In a local/static environment, one would preferably use AWS CLI profiles with source_profile.
But what about more dynamic environments with no AWS CLI config and profiles previously set up, for example, a CI environment? Or, situations, when the IAM role to assume is not yet known and dynamically synthesized based on input to the CI build step? Then (e.g., without AWS CLI profiles at hand) assuming another IAM role usually works like this:
- Call
aws sts assume-role - Export the credentials into the environment.
Such assume-role “hacks” with more or less messy scripts involving jq or bash array magic can be found in the wild as the defacto solution. Additional difficulties with this way are changing back to the original IAM role, or even having to deal with several different IAM roles to assume. One usually ends up with setting/unsetting ENV variables and eventually might get confused about the currently assumed IAM role.
A cleaner and more native way would be great.
Luckily, there is a native way with AWS CLI, since it’s able to create CLI profiles on the fly dynamically.
Let’s have a look at the following (for demo purposes simple) example: Imagine you want to list all S3 buckets in another AWS Account within an AWS CodeBuild buildspec. The sample IAM role to assume in the S3 bucket has the ARN arn:aws:iam::123456789012:role/S3Access
Two lines of AWS CLI setup code allow us to use dynamically assume and use this role:
$ aws configure --profile s3access set role_arn arn:aws:iam::123456789012:role/S3Access
$ aws configure --profile s3access set credential_source EcsContainerThe first line instructs the AWS CLI to create a new CLI profile s3access on the fly, and to use the desired IAM role arn:aws:iam::123456789012:role/S3Access.
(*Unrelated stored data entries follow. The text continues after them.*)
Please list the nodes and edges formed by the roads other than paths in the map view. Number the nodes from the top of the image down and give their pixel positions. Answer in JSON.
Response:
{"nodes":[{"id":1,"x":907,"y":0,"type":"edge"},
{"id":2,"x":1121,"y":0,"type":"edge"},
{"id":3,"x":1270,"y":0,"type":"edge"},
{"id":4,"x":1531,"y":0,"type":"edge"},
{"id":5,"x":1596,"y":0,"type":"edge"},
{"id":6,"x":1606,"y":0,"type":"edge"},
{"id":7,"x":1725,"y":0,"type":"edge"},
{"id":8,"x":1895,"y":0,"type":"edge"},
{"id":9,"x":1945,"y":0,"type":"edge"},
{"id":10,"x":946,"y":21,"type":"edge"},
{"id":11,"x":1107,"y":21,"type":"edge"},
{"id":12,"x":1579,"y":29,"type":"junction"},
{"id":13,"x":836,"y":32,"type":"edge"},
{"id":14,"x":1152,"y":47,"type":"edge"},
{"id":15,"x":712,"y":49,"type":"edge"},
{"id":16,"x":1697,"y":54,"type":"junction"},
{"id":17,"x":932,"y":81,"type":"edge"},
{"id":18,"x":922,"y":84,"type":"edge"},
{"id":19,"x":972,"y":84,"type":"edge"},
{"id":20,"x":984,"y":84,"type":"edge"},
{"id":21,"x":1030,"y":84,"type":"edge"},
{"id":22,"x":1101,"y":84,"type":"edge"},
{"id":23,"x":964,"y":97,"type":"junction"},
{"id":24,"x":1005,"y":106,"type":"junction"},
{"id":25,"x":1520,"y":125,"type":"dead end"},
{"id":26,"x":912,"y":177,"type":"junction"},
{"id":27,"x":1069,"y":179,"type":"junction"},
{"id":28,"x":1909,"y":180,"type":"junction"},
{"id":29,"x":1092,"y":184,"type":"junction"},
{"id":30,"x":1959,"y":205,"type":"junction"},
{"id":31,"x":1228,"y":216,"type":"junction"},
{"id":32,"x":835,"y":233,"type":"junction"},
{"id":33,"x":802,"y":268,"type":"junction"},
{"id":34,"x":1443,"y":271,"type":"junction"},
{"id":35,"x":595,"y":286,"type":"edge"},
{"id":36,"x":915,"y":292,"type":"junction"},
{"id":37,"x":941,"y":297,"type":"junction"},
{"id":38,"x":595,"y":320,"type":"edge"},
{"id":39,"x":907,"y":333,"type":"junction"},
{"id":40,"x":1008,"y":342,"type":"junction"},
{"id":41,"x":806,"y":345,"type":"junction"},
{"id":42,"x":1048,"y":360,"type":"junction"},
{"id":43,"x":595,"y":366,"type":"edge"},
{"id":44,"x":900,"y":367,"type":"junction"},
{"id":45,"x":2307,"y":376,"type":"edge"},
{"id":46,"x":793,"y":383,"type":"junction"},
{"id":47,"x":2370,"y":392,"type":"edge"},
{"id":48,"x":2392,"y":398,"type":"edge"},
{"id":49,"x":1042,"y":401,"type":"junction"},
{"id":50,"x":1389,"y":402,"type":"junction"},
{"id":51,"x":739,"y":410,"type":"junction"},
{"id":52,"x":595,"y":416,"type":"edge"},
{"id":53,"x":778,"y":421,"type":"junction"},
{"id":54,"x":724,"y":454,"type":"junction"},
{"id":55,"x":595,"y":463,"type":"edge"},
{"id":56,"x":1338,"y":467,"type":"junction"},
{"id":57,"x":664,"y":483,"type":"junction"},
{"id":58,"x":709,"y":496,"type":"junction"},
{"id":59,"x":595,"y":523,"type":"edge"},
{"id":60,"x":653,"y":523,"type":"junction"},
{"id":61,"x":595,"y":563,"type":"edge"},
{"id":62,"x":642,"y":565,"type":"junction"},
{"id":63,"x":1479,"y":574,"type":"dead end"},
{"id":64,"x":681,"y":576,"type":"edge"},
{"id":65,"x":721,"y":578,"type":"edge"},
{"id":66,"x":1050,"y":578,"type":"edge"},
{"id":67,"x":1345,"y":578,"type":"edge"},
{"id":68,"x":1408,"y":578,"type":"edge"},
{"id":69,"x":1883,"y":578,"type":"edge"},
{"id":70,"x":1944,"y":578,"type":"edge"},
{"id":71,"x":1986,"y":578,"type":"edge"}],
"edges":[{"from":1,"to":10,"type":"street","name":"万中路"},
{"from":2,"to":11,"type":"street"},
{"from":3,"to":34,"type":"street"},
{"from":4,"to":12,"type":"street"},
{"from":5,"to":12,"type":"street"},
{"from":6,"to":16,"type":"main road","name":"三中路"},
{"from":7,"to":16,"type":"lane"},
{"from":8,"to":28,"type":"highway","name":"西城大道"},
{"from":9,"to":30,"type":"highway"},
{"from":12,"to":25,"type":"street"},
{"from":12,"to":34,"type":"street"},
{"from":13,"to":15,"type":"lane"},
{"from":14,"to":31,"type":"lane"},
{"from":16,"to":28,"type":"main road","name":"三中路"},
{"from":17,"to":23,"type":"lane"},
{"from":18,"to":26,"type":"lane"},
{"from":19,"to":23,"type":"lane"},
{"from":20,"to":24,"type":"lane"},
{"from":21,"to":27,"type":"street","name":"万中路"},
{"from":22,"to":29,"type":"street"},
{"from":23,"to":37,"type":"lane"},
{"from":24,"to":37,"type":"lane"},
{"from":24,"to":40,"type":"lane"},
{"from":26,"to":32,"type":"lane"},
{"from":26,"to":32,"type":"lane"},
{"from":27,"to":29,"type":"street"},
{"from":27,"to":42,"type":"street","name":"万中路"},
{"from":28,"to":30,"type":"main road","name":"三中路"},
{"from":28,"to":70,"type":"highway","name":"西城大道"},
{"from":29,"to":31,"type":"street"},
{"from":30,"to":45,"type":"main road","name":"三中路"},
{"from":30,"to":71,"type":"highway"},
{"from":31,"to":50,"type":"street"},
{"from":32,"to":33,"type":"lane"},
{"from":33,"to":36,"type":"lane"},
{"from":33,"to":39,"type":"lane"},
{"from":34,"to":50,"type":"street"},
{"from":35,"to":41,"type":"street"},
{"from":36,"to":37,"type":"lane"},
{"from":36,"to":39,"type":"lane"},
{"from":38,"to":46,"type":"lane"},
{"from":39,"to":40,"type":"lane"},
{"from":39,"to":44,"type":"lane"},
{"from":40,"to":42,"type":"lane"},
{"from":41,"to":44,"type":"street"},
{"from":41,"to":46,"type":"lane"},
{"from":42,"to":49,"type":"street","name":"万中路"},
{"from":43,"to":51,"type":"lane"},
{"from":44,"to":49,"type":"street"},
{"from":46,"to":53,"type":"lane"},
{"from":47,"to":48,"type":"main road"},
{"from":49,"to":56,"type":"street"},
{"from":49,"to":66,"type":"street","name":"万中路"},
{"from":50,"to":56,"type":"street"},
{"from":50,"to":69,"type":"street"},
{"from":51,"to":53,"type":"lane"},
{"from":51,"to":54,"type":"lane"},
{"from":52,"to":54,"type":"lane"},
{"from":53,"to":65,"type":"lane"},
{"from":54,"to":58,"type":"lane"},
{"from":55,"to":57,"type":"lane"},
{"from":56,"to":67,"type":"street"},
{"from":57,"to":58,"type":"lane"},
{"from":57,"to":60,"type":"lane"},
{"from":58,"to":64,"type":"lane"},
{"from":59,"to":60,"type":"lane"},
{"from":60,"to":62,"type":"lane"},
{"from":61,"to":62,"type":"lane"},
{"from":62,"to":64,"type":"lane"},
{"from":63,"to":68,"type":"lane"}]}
(You might already use this for your local/dev machine in combination with source_profile.
The “magic sauce” is the second line: credentials_source tells the AWS CLI where to look for the source credentials for the iam assume-role call which it implicitly does when calling it with the s3access profile. For CodeBuild, it’s EcsContainer since CodeBuild itself seems to use ECS under the hood. (Currently, it’s also possible to use Environment for environment variables, or Ec2InstanceMetadata for EC2 instances.)
Now, you can seamlessly use the AWS CLI with the profile, and it will handle all the assume-role stuff invisible to the user:
$ aws --profile s3access s3api list-bucketsThat’s it. No environment variables or jq and friends have been harmed. You could also add more temporary/dynamic environments based on your use case.
For your reference a complete sample CodeBuild buildspec:
version: 0.2
phases:
build:
commands:
- aws configure --profile s3access set role_arn arn:aws:iam::123456789012:role/S3Access
- aws configure --profile s3access set credential_source EcsContainer
- aws --profile s3access s3api list-bucketsSummary
In this post, I showed how to dynamically create AWS CLI profiles within dynamic environments like, for example, AWS CodeBuild.
These dynamically created AWS CLI profiles allow seamless switching between IAM roles without messing around with e.g. jq and environment variables.